Payouts King Ransomware Abuses QEMU VMs to Evade Endpoint Security — What Practitioners Need to Know

Payouts King ransomware operators are abusing QEMU virtual machines as a covert staging environment on compromised Windows hosts — effectively using the emulator to run a hidden Linux attack platform that sits beneath endpoint security tools. Security researchers at Sophos documented the technique in two active campaigns this week, and the implications for defenders are significant.

What Happened

Sophos tracks two separate campaigns deploying this tactic. The first, designated STAC4713, is tied to the GOLD ENCOUNTER threat group and the Payouts King ransomware operation. Attackers deploy a scheduled task named "TPMProfiler" that launches a hidden QEMU VM as SYSTEM, using virtual disk files disguised as database and DLL artifacts. The VM runs Alpine Linux 3.22.0 loaded with attacker tooling including AdaptixC2, Chisel, BusyBox, and Rclone. Port forwarding over a reverse SSH tunnel provides covert command and control.

Initial access in these campaigns came through exposed SonicWall VPNs and exploitation of the SolarWadows Web Help Desk vulnerability CVE-2025-26399. In more recent activity, GOLD ENCOUNTER pivoted to exposed Cisco SSL VPNs and social engineering via Microsoft Teams, tricking employees into installing QuickAssist.

The second campaign, STAC3725, exploits CitrixBleed 2 (CVE-2025-5777) on NetScaler ADC/Gateway devices. After compromising the appliance, attackers deploy a ZIP archive that installs a service, creates a local admin account, and drops a ScreenConnect client for persistence. From there, QEMU is manually compiled inside the VM along with a toolkit including Impacket, KrbRelayx, Coercer, BloodHound.py, NetExec, Kerbrute, and Metasploit — a fully operational attack environment running undetected inside the victim network.

Why It Matters

This technique represents a structural bypass of endpoint detection. Modern endpoint protection platforms inspect processes, file writes, and network activity on the host OS — but they cannot see inside a QEMU emulator running its own kernel. The malware doesn't need to inject into protected processes or evade behavioral heuristics when it can simply operate in a separate administrative VM that the host agent cannot instrument.

The implications extend beyond initial ransomware staging. Running a full Linux VM means attackers can use native Linux offensive tools without any Windows-level artifacts. Kerberos relay attacks, credential dumping, AD reconnaissance — all execute from the VM with no equivalent process tree visible in Windows task manager or Event Tracing on the host.

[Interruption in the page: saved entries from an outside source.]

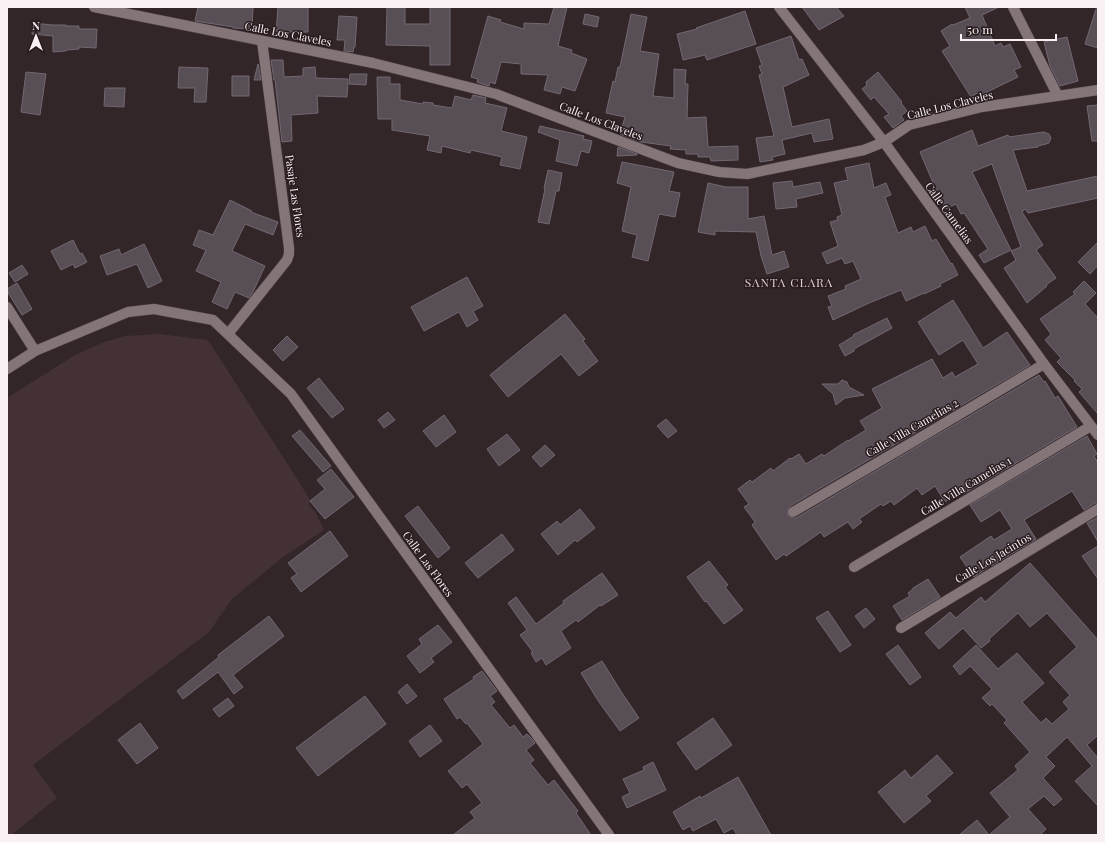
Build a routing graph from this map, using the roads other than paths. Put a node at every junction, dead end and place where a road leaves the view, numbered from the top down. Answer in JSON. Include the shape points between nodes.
{"nodes":[{"id":1,"x":94,"y":7,"type":"edge"},
{"id":2,"x":779,"y":7,"type":"edge"},
{"id":3,"x":1013,"y":7,"type":"edge"},
{"id":4,"x":262,"y":41,"type":"junction"},
{"id":5,"x":1098,"y":90,"type":"edge"},
{"id":6,"x":1058,"y":96,"type":"junction"},
{"id":7,"x":884,"y":142,"type":"junction"},
{"id":8,"x":7,"y":307,"type":"edge"},
{"id":9,"x":228,"y":334,"type":"junction"},
{"id":10,"x":35,"y":351,"type":"junction"},
{"id":11,"x":1044,"y":364,"type":"junction"},
{"id":12,"x":7,"y":369,"type":"edge"},
{"id":13,"x":1091,"y":426,"type":"junction"},
{"id":14,"x":1098,"y":435,"type":"edge"},
{"id":15,"x":1098,"y":509,"type":"edge"},
{"id":16,"x":793,"y":512,"type":"dead end"},
{"id":17,"x":854,"y":567,"type":"dead end"},
{"id":18,"x":901,"y":628,"type":"dead end"},
{"id":19,"x":609,"y":835,"type":"edge"}],
"edges":[{"from":1,"to":4,"type":"street","name":"Calle Los Claveles"},
{"from":2,"to":7,"type":"street","name":"Calle Camelias"},
{"from":3,"to":6,"type":"street"},
{"from":4,"to":7,"type":"street","name":"Calle Los Claveles","via":[[372,63],[496,94],[678,163],[719,172],[747,174],[864,150]]},
{"from":4,"to":9,"type":"street","name":"Pasaje Las Flores","via":[[290,254]]},
{"from":5,"to":6,"type":"street","name":"Calle Los Claveles"},
{"from":6,"to":7,"type":"street","name":"Calle Los Claveles","via":[[982,107],[909,125]]},
{"from":7,"to":11,"type":"street","name":"Calle Camelias"},
{"from":8,"to":10,"type":"street"},
{"from":9,"to":10,"type":"street","name":"Calle Las Flores","via":[[213,320],[154,309],[128,312]]},
{"from":9,"to":19,"type":"street","name":"Calle Las Flores","via":[[291,394]]},
{"from":10,"to":12,"type":"street"},
{"from":11,"to":13,"type":"street","name":"Calle Camelias"},
{"from":11,"to":16,"type":"street","name":"Calle Villa Camelias 2"},
{"from":13,"to":14,"type":"street","name":"Calle Camelias"},
{"from":13,"to":17,"type":"street","name":"Calle Villa Camelias 1"},
{"from":15,"to":18,"type":"street","name":"Calle Los Jacintos"}]}
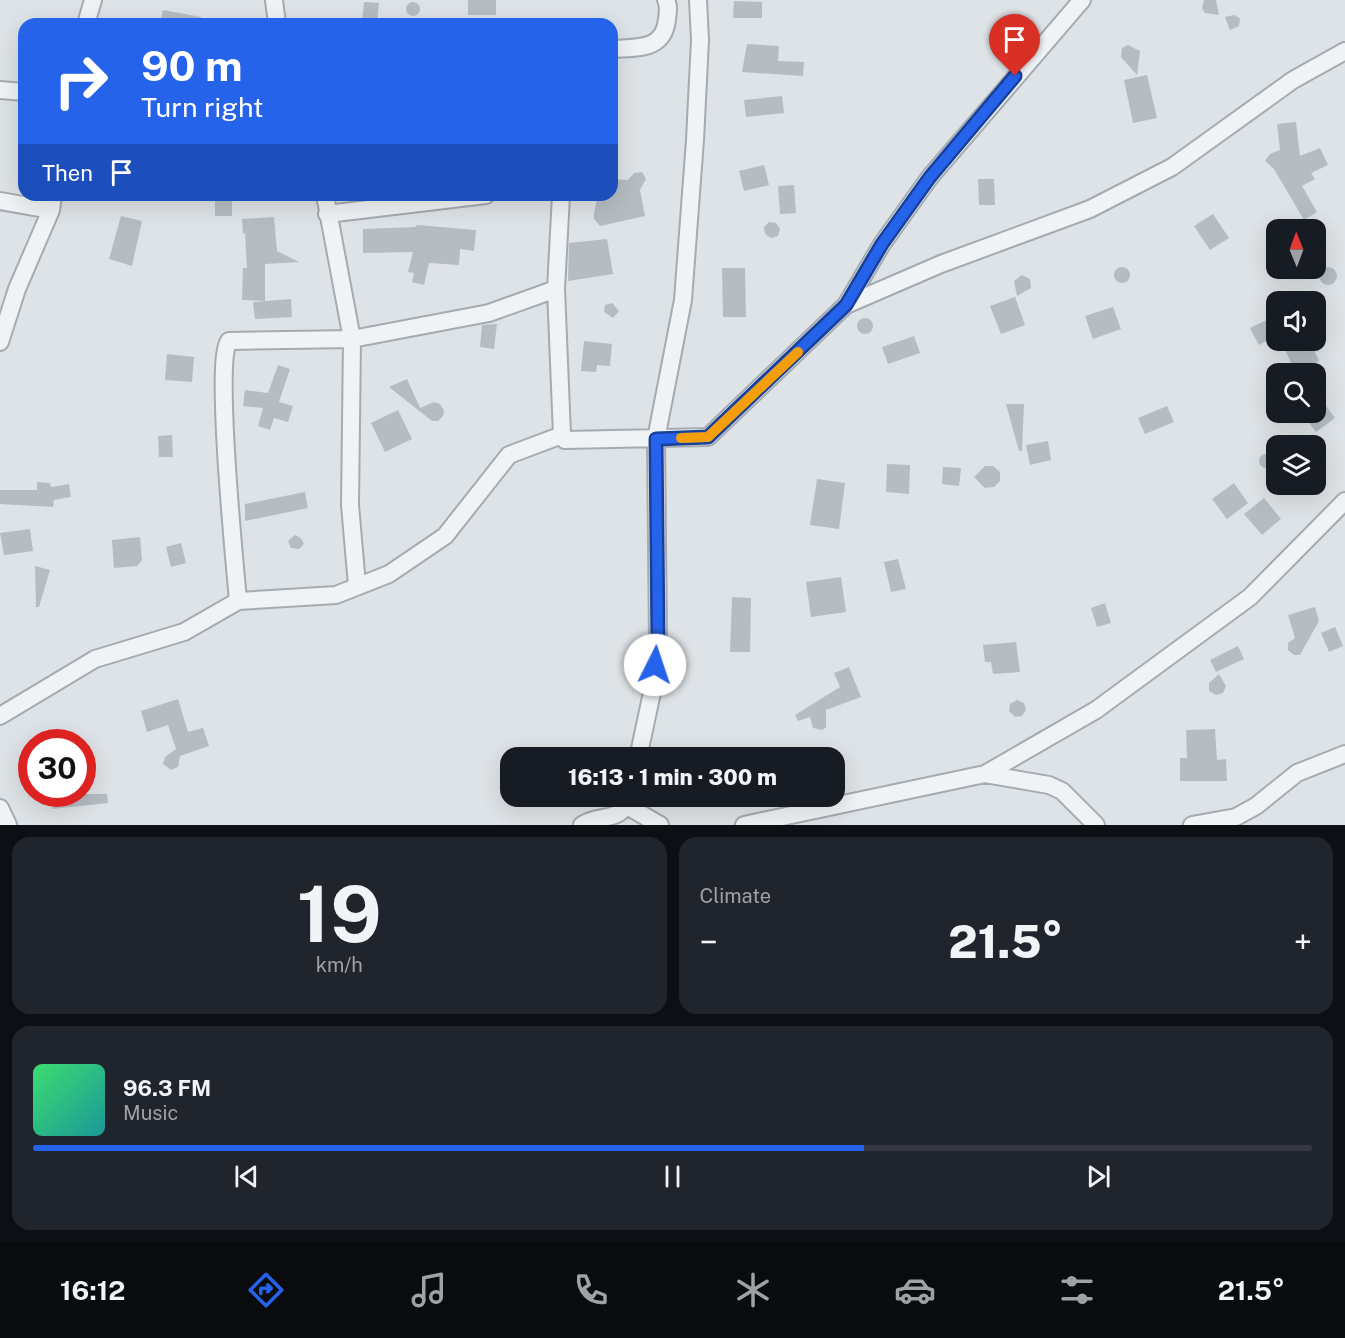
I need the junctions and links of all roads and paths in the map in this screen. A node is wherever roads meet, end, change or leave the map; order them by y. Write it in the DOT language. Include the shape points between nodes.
graph roads {
  1 [pos="93,0"];
  2 [pos="274,0"];
  3 [pos="666,0"];
  4 [pos="698,0"];
  5 [pos="1082,0"];
  6 [pos="88,18"];
  7 [pos="276,18"];
  8 [pos="618,48"];
  9 [pos="1345,51"];
  10 [pos="0,90"];
  11 [pos="18,92"];
  12 [pos="0,201"];
  13 [pos="326,201"];
  14 [pos="436,201"];
  15 [pos="561,201"];
  16 [pos="52,203"];
  17 [pos="327,214"];
  18 [pos="556,289"];
  19 [pos="846,305"];
  20 [pos="352,339"];
  21 [pos="0,342"];
  22 [pos="562,435"];
  23 [pos="656,439"];
  24 [pos="1345,501"];
  25 [pos="357,585"];
  26 [pos="238,601"];
  27 [pos="0,716"];
  28 [pos="640,747"];
  29 [pos="1345,754"];
  30 [pos="985,774"];
  31 [pos="624,807"];
  32 [pos="636,807"];
  33 [pos="0,808"];
  34 [pos="8,825"];
  35 [pos="582,825"];
  36 [pos="660,825"];
  37 [pos="744,825"];
  38 [pos="1096,825"];
  39 [pos="1192,825"];
  1 -- 6 [label="street"];
  2 -- 7 [label="street"];
  3 -- 8 [label="street" via="667,25 662,39 653,45"];
  4 -- 23 [label="street" via="700,40 683,300"];
  5 -- 19 [label="street" via="930,177 882,244"];
  9 -- 19 [label="street" via="1293,80 1172,167 1100,204"];
  10 -- 11 [label="street"];
  12 -- 16 [label="street"];
  13 -- 17 [label="street"];
  14 -- 17 [label="street"];
  15 -- 18 [label="street"];
  16 -- 21 [label="street"];
  17 -- 20 [label="street"];
  18 -- 20 [label="street" via="489,313"];
  18 -- 22 [label="street"];
  19 -- 23 [label="street" via="708,437"];
  20 -- 25 [label="street" via="350,505"];
  20 -- 26 [label="street" via="235,340 225,345 225,408"];
  22 -- 23 [label="street" via="565,440"];
  22 -- 25 [label="street" via="509,454 445,536 389,574"];
  23 -- 28 [label="street" via="658,642"];
  24 -- 30 [label="street" via="1250,597 1096,710"];
  25 -- 26 [label="street" via="336,595"];
  26 -- 27 [label="street" via="184,632 95,659"];
  29 -- 39 [label="street" via="1297,773 1236,817"];
  30 -- 37 [label="street"];
  30 -- 38 [label="street" via="1049,785 1062,791"];
  31 -- 35 [label="street" via="619,816"];
  32 -- 36 [label="street"];
  33 -- 34 [label="street"];
}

For defenders, the traditional atomic indicators — new services, unexpected binaries, suspicious scheduled tasks — may be absent or appear legitimate on the host. The QEMU binary itself may masquerade with a benign name, and the VM's network traffic is tunneled over SSH, which is typically whitelisted in enterprise environments.

What Defenders Should Do

Audit QEMU installations. Legitimate use of QEMU on Windows servers is uncommon outside of specific virtualization or build-automation workflows. Any unexpected QEMU presence warrants investigation.

Get-Process | Where-Object { $_.Path -like "*qemu*" }

Review scheduled tasks running as SYSTEM. Tasks like "TPMProfiler" that you didn't create are a high-fidelity indicator.

Monitor for outbound SSH on non-standard ports. QEMU reverse tunnels typically use port forwarding on high or non-standard ports rather than port 22. Correlate SSH outbound connections with process ownership on the host.

Hunt for qcow2 disk images outside expected directories. The malicious VM disk files are sometimes named to resemble database files — look for files with the .qcow2 extension or files matching *qcow* patterns in temp and app data directories.

Validate CitrixBleed 2 patching. CVE-2025-5777 is actively exploited in STAC3725. If your NetScaler ADC or Gateway instances haven't been patched, treat them as compromised and rotate credentials for accounts with access to those devices.

What It Signals

The commoditization of QEMU as an evasion layer reflects a broader shift: financially motivated threat actors are borrowing techniques from advanced persistent threat toolkits to close the gap between initial access and ransomware deployment. The barrier to operationalizing this technique is low — QEMU is open-source and pre-compiled binaries are widely available.

Organizations that rely on endpoint detection alone for defense-in-depth should treat this as evidence that EDR coverage gaps exist at the hypervisor layer. Behavioral analytics, network traffic analysis, and regular AD security assessments remain necessary complements to endpoint protection.